**What the task requires:**
Read through the lines below for the string "roads" and copy each one that has it.

**Data:**
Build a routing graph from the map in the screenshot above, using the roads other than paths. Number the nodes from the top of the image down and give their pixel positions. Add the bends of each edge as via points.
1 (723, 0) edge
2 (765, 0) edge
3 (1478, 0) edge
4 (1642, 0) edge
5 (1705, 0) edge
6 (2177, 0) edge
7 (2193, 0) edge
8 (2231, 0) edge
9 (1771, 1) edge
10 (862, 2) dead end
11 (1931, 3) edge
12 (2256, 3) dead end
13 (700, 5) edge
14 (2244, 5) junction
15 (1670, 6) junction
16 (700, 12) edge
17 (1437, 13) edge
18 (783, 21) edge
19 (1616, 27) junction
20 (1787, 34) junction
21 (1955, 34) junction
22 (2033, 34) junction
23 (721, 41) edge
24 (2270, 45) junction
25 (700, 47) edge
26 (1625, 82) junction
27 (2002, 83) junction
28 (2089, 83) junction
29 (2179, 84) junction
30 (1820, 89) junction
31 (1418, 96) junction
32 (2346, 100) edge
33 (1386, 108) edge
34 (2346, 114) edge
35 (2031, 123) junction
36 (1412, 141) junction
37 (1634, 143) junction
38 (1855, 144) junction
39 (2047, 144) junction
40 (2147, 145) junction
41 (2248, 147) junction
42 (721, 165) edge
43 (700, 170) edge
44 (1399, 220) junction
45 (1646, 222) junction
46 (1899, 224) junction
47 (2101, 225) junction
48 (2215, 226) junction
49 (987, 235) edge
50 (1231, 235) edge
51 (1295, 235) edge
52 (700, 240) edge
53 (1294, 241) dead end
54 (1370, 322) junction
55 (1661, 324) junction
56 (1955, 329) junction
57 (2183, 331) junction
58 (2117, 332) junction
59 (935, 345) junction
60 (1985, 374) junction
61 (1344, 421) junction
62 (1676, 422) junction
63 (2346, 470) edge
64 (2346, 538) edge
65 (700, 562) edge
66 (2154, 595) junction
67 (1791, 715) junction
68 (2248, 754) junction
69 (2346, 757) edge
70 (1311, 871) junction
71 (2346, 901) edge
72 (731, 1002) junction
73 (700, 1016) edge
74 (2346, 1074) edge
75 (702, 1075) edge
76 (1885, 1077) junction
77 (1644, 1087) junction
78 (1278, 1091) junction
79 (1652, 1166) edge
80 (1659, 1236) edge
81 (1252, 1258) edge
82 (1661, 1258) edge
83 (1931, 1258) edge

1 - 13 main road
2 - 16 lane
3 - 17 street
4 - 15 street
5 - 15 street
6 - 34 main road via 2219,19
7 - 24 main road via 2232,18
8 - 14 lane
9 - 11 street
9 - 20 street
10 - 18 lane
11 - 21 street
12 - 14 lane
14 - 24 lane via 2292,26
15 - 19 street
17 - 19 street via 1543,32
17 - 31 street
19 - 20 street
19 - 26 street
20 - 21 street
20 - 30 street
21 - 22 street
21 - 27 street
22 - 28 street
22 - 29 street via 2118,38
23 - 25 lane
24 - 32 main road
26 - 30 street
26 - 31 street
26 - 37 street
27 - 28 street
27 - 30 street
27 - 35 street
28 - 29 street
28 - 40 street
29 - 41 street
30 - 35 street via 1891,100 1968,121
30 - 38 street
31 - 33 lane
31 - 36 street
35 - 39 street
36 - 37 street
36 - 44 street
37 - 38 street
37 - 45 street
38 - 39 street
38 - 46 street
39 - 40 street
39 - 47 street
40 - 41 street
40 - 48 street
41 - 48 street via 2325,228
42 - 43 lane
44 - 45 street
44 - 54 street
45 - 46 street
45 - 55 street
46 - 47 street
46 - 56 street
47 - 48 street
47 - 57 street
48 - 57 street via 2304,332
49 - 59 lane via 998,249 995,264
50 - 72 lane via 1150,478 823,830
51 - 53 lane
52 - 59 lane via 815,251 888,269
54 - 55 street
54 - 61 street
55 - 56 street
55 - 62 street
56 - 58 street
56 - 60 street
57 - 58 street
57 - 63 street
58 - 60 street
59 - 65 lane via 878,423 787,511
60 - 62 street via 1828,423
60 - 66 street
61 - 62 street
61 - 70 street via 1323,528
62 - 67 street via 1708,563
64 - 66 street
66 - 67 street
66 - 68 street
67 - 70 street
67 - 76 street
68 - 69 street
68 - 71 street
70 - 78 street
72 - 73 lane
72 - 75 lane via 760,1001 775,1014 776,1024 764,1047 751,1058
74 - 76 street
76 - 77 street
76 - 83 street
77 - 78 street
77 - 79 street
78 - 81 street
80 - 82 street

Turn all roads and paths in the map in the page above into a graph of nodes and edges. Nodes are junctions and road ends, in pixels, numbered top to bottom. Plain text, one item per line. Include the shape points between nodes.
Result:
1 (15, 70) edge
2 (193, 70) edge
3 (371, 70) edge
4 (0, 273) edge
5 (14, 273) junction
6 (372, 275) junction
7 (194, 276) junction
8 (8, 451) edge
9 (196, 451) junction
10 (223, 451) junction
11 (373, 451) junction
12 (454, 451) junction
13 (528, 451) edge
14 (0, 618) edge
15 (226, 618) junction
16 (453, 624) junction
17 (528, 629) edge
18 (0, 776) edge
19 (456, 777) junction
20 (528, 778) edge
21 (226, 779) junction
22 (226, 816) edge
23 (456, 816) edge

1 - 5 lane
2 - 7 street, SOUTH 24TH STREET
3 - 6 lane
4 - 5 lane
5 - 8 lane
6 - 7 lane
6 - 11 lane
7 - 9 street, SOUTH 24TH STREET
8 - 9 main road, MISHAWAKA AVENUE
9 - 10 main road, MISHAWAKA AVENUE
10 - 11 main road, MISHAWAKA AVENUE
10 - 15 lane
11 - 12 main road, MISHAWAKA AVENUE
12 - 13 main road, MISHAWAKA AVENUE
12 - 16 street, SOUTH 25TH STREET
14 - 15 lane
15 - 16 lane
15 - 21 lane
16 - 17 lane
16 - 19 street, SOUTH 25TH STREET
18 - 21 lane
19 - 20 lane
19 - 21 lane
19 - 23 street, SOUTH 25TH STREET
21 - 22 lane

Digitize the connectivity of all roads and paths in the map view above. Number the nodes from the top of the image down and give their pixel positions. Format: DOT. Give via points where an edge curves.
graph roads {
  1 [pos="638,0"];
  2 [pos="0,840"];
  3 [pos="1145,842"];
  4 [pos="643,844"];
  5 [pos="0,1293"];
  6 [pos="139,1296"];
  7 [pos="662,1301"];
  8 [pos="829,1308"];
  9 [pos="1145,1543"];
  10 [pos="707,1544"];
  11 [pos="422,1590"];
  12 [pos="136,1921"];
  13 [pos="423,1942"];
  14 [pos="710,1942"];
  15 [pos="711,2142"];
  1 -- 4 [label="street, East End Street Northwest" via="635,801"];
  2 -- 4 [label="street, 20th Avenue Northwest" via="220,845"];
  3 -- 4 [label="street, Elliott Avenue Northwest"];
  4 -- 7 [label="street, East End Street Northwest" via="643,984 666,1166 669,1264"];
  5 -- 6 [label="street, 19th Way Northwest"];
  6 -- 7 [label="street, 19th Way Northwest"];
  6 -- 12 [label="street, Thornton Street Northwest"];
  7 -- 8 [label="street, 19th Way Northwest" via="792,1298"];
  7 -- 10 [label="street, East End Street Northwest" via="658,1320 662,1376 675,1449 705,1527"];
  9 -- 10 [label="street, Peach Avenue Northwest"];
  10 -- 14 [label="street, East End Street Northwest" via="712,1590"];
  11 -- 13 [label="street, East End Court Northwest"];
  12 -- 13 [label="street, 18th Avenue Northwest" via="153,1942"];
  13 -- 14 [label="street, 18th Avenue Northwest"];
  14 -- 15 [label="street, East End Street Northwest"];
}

**The answer:**
Build a routing graph from the map in the screenshot above, using the roads other than paths. Number the nodes from the top of the image down and give their pixel positions. Add the bends of each edge as via points.
Turn all roads and paths in the map in the page above into a graph of nodes and edges. Nodes are junctions and road ends, in pixels, numbered top to bottom. Plain text, one item per line. Include the shape points between nodes.
Digitize the connectivity of all roads and paths in the map view above. Number the nodes from the top of the image down and give their pixel positions. Format: DOT. Give via points where an edge curves.
graph roads {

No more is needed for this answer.